Aim of the task — Pull each line with the string "edges" from the entries.

Material to process —
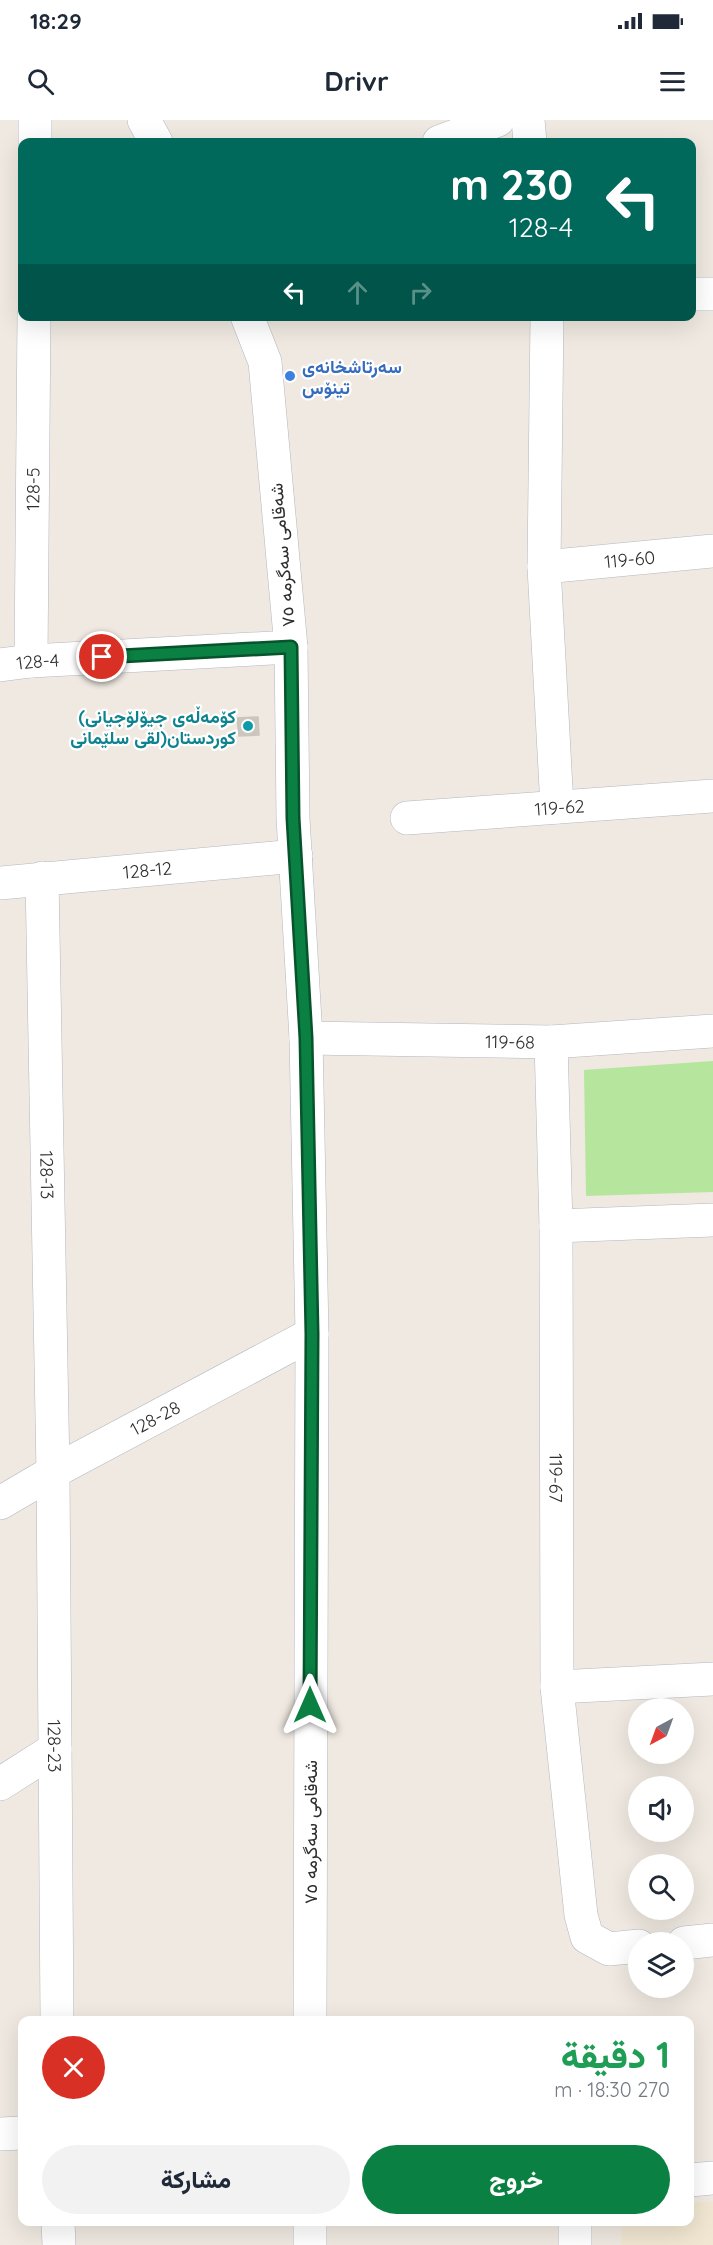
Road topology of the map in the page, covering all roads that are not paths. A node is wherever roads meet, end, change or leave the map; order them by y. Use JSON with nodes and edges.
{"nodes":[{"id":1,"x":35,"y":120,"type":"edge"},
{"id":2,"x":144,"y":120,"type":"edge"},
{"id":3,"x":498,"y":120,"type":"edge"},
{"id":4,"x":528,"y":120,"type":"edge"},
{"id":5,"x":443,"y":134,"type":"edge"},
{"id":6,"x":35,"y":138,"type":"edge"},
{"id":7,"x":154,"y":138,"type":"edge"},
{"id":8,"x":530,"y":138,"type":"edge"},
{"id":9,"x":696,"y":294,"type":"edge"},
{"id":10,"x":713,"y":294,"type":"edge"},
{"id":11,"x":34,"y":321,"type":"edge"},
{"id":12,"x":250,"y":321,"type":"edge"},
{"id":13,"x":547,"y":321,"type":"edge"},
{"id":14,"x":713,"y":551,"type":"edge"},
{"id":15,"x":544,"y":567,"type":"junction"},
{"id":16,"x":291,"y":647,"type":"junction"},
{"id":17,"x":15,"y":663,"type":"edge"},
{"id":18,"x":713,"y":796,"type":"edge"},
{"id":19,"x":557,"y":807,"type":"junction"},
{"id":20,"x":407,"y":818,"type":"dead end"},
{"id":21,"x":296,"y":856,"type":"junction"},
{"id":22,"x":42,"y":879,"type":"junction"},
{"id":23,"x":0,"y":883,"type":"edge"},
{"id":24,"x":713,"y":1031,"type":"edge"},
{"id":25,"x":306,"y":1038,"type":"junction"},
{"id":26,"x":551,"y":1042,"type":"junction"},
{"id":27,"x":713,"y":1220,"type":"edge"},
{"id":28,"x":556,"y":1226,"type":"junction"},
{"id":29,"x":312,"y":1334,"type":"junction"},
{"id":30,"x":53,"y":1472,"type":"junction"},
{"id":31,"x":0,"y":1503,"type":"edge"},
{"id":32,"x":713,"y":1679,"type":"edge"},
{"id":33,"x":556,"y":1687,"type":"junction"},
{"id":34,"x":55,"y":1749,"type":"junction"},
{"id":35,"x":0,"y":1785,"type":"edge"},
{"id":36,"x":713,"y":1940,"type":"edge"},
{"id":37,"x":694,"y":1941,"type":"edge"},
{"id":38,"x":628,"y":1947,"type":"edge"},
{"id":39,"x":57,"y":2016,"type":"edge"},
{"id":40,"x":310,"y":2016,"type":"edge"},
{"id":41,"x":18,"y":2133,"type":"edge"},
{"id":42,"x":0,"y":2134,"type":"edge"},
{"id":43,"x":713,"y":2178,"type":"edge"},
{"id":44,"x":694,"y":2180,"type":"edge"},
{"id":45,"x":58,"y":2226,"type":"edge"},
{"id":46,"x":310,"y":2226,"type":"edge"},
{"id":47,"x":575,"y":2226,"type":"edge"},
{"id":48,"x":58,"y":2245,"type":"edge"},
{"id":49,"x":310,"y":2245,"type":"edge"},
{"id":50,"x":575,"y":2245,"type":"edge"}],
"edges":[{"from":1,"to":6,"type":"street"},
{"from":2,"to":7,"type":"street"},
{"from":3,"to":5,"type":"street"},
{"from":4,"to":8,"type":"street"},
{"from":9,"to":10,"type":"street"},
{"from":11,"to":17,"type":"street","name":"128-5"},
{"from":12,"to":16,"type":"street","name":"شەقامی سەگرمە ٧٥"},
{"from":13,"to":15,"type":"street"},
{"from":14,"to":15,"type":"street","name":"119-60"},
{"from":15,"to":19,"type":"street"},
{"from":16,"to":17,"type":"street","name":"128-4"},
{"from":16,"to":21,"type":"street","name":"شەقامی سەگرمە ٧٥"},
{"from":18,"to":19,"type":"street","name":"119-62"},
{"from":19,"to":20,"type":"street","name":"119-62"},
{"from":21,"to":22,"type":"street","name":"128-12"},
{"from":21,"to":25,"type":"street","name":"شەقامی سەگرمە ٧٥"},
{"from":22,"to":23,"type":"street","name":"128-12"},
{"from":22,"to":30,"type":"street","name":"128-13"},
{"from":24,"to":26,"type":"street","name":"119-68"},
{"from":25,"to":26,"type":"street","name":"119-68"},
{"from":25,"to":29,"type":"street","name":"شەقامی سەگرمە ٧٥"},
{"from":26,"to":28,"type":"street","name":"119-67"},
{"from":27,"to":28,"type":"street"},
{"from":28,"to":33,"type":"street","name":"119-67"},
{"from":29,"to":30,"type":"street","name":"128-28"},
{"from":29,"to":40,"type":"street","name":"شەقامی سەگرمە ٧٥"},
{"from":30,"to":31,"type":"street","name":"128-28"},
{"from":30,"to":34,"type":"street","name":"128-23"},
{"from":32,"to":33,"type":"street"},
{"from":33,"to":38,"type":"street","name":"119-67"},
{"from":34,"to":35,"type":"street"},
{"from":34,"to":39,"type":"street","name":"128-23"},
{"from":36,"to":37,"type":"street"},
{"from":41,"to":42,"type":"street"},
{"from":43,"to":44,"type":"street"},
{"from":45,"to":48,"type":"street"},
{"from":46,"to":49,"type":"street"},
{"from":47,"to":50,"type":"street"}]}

Response to this task —
Road topology of the map in the page, covering all roads that are not paths. A node is wherever roads meet, end, change or leave the map; order them by y. Use JSON with nodes and edges.
"edges":[{"from":1,"to":6,"type":"street"},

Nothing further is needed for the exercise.